**Prompt:**
Copy each record exactly and skip its pictures.
----------------------------------------
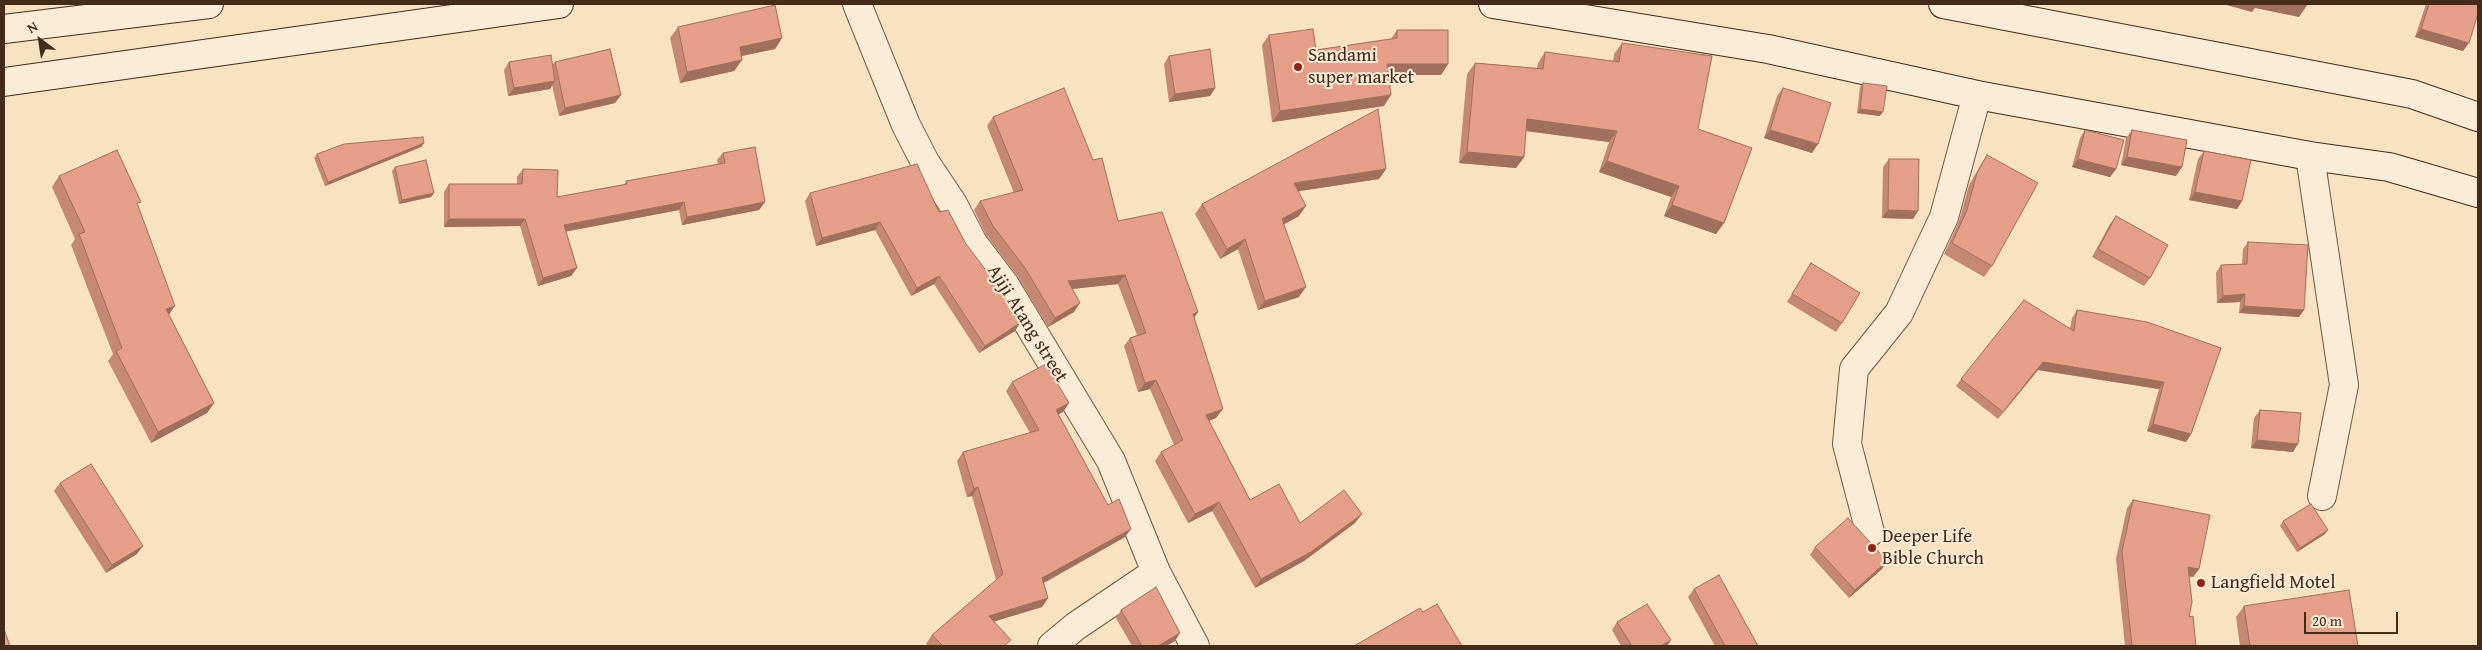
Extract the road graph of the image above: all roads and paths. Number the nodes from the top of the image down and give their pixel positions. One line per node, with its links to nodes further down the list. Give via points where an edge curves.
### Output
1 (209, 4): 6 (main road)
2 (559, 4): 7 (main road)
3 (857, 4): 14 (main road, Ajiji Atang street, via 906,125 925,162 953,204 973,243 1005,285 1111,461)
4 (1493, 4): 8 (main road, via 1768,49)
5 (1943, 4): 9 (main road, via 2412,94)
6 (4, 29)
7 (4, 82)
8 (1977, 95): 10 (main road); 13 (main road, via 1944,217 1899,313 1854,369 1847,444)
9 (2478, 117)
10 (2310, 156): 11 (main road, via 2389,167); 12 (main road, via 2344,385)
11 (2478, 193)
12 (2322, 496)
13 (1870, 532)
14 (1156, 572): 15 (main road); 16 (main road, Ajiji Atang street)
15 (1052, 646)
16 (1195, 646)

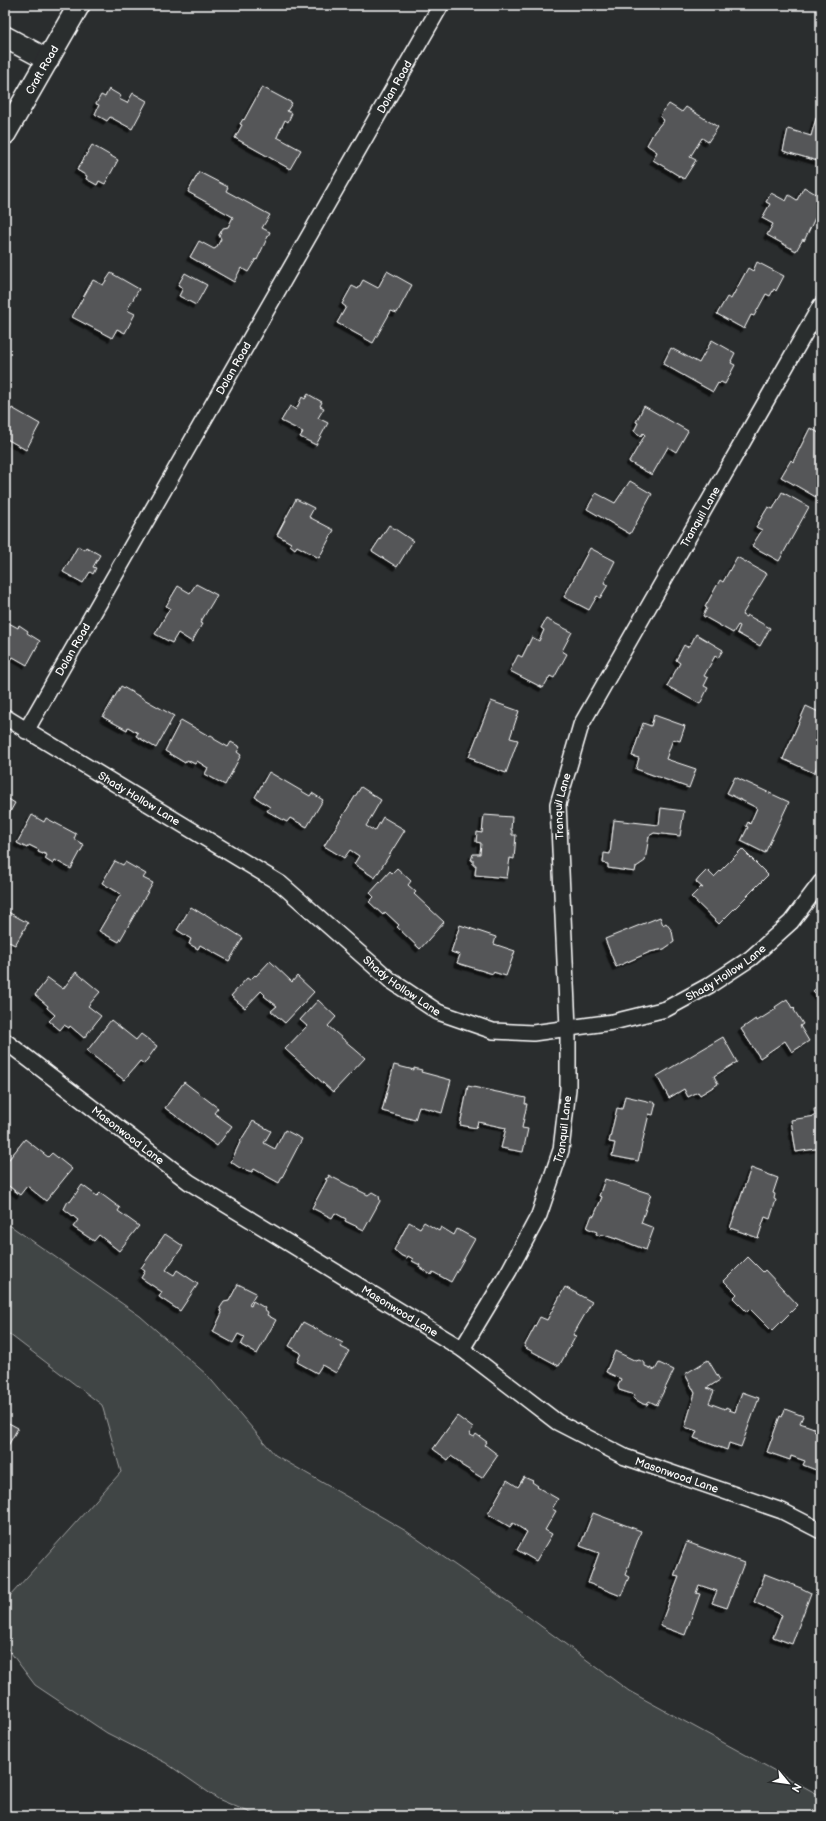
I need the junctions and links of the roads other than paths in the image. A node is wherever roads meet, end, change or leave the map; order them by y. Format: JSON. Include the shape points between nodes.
----------------------------------------
**Response to this task:**
Extract the road graph of the image above: all roads and paths. Number the nodes from the top of the image down and give their pixel positions. One line per node, with its links to nodes further down the list. Give via points where an edge curves.
### Output
1 (209, 4): 6 (main road)
2 (559, 4): 7 (main road)
3 (857, 4): 14 (main road, Ajiji Atang street, via 906,125 925,162 953,204 973,243 1005,285 1111,461)
4 (1493, 4): 8 (main road, via 1768,49)
5 (1943, 4): 9 (main road, via 2412,94)
6 (4, 29)
7 (4, 82)
8 (1977, 95): 10 (main road); 13 (main road, via 1944,217 1899,313 1854,369 1847,444)
9 (2478, 117)
10 (2310, 156): 11 (main road, via 2389,167); 12 (main road, via 2344,385)
11 (2478, 193)
12 (2322, 496)
13 (1870, 532)
14 (1156, 572): 15 (main road); 16 (main road, Ajiji Atang street)
15 (1052, 646)
16 (1195, 646)

I need the junctions and links of the roads other than paths in the image. A node is wherever roads meet, end, change or leave the map; order them by y. Format: JSON. Include the shape points between nodes.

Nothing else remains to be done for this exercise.